## [TASK ITEM]
Gather the lines below that include the string "wherever", copying each in full.

## [DATASET RECORDS]
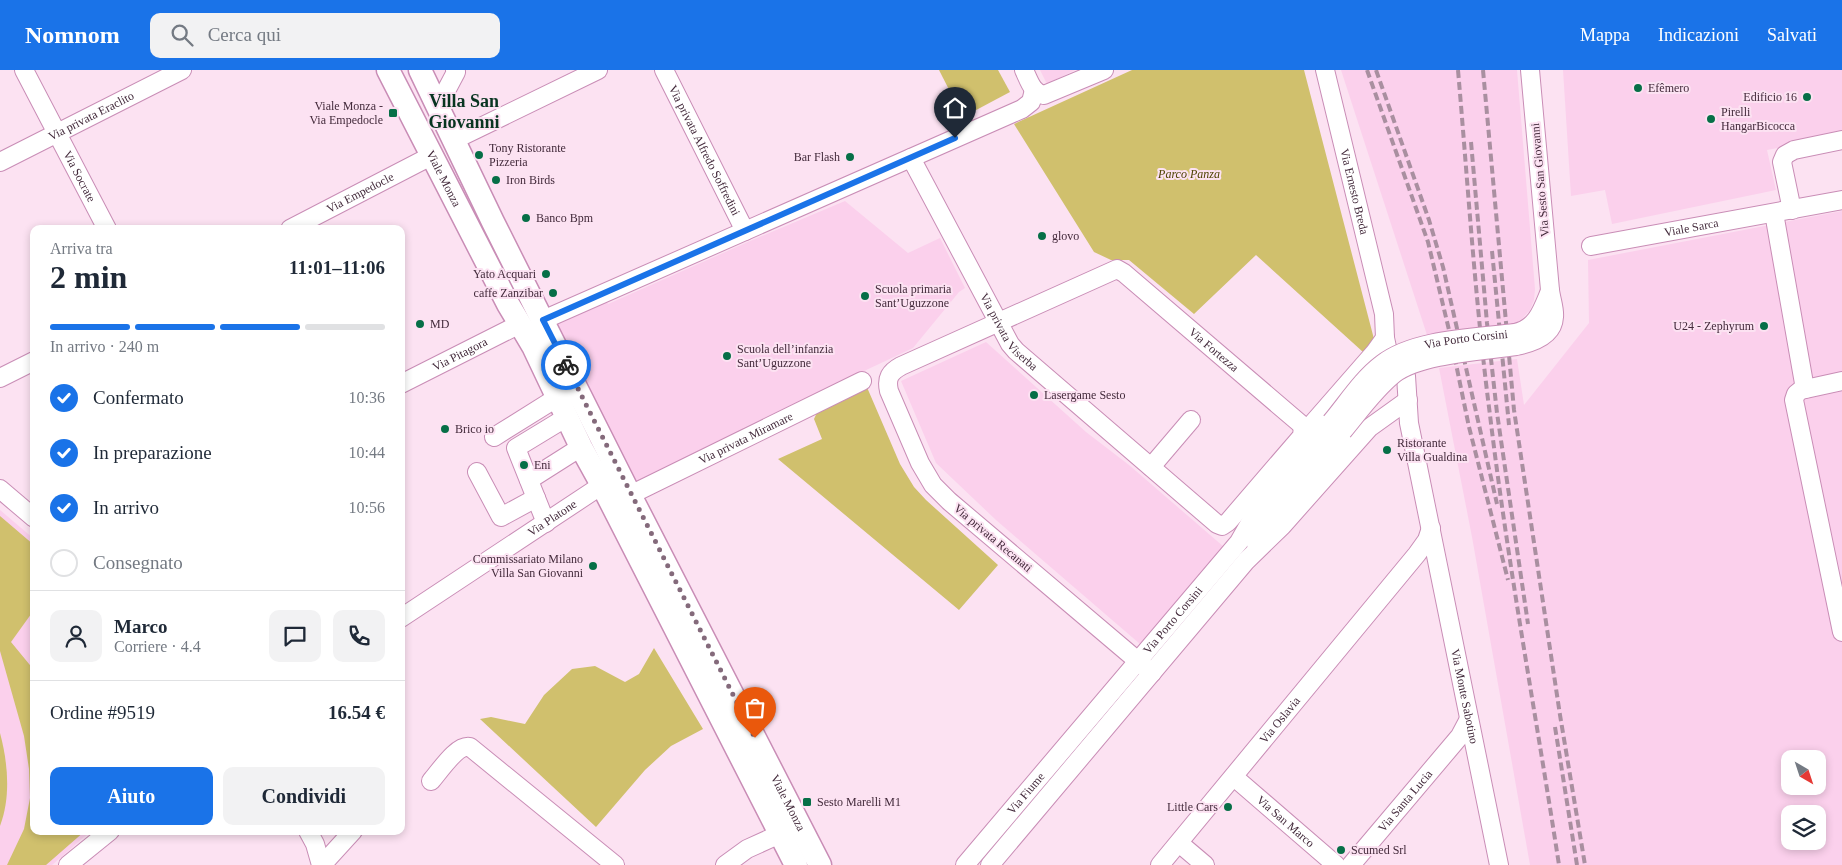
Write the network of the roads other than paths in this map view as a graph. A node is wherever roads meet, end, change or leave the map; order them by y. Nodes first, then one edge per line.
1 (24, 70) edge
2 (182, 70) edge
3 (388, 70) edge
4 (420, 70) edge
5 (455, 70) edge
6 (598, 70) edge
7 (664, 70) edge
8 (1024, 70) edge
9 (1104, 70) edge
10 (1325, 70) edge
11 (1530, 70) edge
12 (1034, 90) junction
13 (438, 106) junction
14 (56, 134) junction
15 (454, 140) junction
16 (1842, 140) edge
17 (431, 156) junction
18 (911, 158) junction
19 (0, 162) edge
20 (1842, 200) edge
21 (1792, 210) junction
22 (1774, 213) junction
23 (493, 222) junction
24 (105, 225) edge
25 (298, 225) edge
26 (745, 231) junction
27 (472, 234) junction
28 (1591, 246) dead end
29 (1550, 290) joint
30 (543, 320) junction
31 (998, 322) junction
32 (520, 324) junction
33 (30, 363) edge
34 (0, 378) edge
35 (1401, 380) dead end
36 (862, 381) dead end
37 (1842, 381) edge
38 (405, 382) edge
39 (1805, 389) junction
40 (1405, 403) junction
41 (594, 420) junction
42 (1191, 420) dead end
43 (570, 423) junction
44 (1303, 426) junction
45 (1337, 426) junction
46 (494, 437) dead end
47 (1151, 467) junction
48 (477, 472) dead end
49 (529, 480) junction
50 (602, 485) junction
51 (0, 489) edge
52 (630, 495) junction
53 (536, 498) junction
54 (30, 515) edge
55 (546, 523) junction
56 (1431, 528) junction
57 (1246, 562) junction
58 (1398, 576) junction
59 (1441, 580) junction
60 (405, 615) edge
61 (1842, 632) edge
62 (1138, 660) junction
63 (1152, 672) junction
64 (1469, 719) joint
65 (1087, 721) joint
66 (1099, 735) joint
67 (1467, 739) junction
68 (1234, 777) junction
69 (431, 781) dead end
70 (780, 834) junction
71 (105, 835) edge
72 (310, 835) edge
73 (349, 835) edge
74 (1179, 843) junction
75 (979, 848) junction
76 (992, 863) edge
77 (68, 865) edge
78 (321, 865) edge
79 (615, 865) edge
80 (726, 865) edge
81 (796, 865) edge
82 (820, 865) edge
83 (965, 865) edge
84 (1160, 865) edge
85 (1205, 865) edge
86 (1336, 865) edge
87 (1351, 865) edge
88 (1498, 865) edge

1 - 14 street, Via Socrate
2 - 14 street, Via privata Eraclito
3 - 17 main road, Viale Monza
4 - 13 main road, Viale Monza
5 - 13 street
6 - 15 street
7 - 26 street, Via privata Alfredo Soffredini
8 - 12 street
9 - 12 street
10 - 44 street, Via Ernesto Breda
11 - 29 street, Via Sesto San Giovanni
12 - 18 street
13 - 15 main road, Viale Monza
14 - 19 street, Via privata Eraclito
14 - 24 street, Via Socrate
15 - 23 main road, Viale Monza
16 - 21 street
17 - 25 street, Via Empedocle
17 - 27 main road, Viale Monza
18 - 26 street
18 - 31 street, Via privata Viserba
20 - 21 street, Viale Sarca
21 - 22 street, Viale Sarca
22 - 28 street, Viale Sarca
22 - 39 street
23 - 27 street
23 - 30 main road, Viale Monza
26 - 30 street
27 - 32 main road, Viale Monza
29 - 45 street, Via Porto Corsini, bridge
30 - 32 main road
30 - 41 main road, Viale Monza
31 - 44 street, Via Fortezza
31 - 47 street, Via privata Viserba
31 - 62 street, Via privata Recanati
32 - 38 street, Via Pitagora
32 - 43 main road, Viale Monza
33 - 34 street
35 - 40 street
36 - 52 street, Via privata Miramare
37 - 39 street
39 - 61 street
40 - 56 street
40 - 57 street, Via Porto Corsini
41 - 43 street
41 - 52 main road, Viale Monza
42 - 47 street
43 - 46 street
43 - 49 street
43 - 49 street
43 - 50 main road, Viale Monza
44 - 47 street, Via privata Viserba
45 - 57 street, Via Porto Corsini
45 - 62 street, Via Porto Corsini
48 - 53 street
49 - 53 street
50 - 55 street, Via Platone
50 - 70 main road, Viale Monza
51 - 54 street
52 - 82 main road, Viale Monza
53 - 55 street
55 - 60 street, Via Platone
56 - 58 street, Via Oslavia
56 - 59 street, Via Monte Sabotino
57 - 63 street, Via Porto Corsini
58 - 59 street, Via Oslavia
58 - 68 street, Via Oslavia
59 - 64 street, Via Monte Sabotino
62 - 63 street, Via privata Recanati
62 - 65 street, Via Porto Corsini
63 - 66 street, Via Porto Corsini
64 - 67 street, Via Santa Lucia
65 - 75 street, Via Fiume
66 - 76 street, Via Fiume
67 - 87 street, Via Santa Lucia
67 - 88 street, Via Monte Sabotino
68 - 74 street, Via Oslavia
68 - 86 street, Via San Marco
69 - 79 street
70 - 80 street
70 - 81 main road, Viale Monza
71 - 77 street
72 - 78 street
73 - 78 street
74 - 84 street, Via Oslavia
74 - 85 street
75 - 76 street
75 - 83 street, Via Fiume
---
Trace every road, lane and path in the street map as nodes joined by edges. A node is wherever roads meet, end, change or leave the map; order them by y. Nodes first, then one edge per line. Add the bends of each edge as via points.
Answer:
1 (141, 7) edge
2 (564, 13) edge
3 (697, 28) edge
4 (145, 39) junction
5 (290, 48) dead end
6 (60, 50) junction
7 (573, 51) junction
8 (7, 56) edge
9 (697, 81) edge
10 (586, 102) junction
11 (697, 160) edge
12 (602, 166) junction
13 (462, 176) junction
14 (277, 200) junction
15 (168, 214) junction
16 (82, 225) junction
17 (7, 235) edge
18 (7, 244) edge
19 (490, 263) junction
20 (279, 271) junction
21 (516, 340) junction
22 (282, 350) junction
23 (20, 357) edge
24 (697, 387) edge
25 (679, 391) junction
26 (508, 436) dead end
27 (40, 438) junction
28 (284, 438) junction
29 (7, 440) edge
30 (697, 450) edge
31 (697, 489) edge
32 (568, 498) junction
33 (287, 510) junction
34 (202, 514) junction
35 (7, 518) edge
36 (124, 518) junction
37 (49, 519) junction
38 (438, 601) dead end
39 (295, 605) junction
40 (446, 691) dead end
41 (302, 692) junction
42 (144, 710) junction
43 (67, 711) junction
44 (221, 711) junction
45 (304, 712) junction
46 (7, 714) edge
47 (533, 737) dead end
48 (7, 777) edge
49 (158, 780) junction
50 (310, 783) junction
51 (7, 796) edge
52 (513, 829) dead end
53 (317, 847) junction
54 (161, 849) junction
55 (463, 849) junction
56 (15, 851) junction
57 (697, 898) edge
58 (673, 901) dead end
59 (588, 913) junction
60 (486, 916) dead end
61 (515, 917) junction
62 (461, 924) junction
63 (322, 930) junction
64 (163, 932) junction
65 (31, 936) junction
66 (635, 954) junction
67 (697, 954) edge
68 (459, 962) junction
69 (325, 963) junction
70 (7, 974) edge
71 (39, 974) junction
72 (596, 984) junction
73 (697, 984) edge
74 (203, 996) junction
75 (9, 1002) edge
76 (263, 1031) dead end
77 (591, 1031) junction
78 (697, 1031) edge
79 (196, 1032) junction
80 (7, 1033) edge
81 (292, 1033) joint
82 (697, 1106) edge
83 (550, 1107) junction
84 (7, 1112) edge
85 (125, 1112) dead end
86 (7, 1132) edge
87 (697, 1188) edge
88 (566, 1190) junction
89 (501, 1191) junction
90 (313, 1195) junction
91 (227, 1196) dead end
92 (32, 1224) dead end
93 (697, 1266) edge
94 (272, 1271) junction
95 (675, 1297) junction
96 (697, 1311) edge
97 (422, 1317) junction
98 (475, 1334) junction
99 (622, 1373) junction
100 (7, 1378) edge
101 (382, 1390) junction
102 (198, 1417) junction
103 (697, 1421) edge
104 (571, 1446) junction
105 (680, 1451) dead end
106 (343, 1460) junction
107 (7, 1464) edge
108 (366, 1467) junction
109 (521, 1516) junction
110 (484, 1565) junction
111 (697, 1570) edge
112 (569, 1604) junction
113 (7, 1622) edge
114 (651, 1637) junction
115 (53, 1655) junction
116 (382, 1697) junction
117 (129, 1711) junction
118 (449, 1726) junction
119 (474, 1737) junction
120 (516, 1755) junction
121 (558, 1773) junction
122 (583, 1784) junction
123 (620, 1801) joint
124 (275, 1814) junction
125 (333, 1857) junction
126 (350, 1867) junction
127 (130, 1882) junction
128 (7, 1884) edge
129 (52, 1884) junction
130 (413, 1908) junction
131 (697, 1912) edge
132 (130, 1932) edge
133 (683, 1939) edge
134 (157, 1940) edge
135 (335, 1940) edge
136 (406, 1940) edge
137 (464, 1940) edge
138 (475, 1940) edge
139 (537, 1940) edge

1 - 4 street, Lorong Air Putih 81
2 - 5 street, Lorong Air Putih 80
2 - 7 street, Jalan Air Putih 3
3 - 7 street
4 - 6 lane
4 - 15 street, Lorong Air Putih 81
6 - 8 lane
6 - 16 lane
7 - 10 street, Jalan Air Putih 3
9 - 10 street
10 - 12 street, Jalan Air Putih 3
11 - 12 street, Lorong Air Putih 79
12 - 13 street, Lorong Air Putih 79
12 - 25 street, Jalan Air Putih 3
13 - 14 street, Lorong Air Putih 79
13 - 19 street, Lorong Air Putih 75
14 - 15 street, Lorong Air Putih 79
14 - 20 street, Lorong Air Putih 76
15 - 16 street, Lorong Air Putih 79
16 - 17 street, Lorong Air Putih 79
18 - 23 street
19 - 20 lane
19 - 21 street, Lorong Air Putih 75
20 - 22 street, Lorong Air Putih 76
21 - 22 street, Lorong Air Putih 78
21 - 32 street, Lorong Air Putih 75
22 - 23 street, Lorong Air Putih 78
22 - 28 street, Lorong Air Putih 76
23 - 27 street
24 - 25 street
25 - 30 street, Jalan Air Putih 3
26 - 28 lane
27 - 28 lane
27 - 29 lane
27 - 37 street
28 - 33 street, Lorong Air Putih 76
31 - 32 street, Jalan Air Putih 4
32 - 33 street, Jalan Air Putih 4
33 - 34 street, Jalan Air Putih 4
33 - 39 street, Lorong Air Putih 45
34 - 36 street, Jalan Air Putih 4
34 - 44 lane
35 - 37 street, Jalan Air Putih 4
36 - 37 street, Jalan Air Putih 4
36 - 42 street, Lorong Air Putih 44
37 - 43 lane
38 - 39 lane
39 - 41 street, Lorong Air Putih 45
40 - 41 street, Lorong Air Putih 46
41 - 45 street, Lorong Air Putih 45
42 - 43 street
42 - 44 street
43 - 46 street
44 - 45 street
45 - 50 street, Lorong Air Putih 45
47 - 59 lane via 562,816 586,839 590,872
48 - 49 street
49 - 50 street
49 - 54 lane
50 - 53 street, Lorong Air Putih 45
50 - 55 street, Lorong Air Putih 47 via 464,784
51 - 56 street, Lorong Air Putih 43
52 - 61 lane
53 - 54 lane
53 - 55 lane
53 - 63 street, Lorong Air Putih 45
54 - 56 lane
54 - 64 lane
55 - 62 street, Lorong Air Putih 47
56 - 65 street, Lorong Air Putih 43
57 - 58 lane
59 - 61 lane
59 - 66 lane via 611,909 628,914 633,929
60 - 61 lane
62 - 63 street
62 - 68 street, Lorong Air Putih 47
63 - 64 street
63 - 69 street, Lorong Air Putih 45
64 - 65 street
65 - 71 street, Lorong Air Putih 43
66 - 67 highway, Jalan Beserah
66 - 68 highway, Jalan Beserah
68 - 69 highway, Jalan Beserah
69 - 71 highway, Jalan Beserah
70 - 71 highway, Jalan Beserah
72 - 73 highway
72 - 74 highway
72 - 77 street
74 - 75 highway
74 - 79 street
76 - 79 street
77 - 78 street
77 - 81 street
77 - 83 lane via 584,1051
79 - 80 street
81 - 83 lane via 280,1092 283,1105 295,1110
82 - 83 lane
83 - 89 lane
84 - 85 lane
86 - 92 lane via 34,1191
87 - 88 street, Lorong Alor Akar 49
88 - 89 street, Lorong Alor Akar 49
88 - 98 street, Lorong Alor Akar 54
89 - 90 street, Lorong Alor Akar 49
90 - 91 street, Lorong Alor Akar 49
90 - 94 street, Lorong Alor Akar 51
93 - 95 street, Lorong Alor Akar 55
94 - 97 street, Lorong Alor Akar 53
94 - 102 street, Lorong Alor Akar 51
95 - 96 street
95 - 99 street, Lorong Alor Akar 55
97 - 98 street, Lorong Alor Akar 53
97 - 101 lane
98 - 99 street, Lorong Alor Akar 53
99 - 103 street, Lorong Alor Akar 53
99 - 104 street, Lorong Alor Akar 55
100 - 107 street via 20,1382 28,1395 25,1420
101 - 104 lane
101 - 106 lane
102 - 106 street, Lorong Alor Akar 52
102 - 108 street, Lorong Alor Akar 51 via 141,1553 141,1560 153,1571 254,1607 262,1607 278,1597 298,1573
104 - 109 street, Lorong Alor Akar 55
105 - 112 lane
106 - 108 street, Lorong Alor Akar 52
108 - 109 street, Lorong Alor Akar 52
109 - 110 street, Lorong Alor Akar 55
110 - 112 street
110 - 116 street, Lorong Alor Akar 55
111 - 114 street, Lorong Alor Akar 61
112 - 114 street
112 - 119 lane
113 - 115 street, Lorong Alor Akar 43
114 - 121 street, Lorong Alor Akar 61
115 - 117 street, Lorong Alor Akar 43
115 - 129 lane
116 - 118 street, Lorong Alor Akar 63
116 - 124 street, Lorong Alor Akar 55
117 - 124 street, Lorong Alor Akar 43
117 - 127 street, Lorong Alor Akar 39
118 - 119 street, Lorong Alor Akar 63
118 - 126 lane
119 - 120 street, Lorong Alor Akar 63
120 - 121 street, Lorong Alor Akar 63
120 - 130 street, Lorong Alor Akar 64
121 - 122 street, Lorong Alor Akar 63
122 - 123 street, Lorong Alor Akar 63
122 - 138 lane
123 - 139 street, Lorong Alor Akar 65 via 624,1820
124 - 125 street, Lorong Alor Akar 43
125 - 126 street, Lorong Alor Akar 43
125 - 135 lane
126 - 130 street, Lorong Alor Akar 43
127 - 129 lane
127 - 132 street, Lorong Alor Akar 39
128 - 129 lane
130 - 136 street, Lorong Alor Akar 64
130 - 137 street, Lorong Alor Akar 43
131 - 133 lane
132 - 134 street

## [TASK RESULT]
Write the network of the roads other than paths in this map view as a graph. A node is wherever roads meet, end, change or leave the map; order them by y. Nodes first, then one edge per line.
Trace every road, lane and path in the street map as nodes joined by edges. A node is wherever roads meet, end, change or leave the map; order them by y. Nodes first, then one edge per line. Add the bends of each edge as via points.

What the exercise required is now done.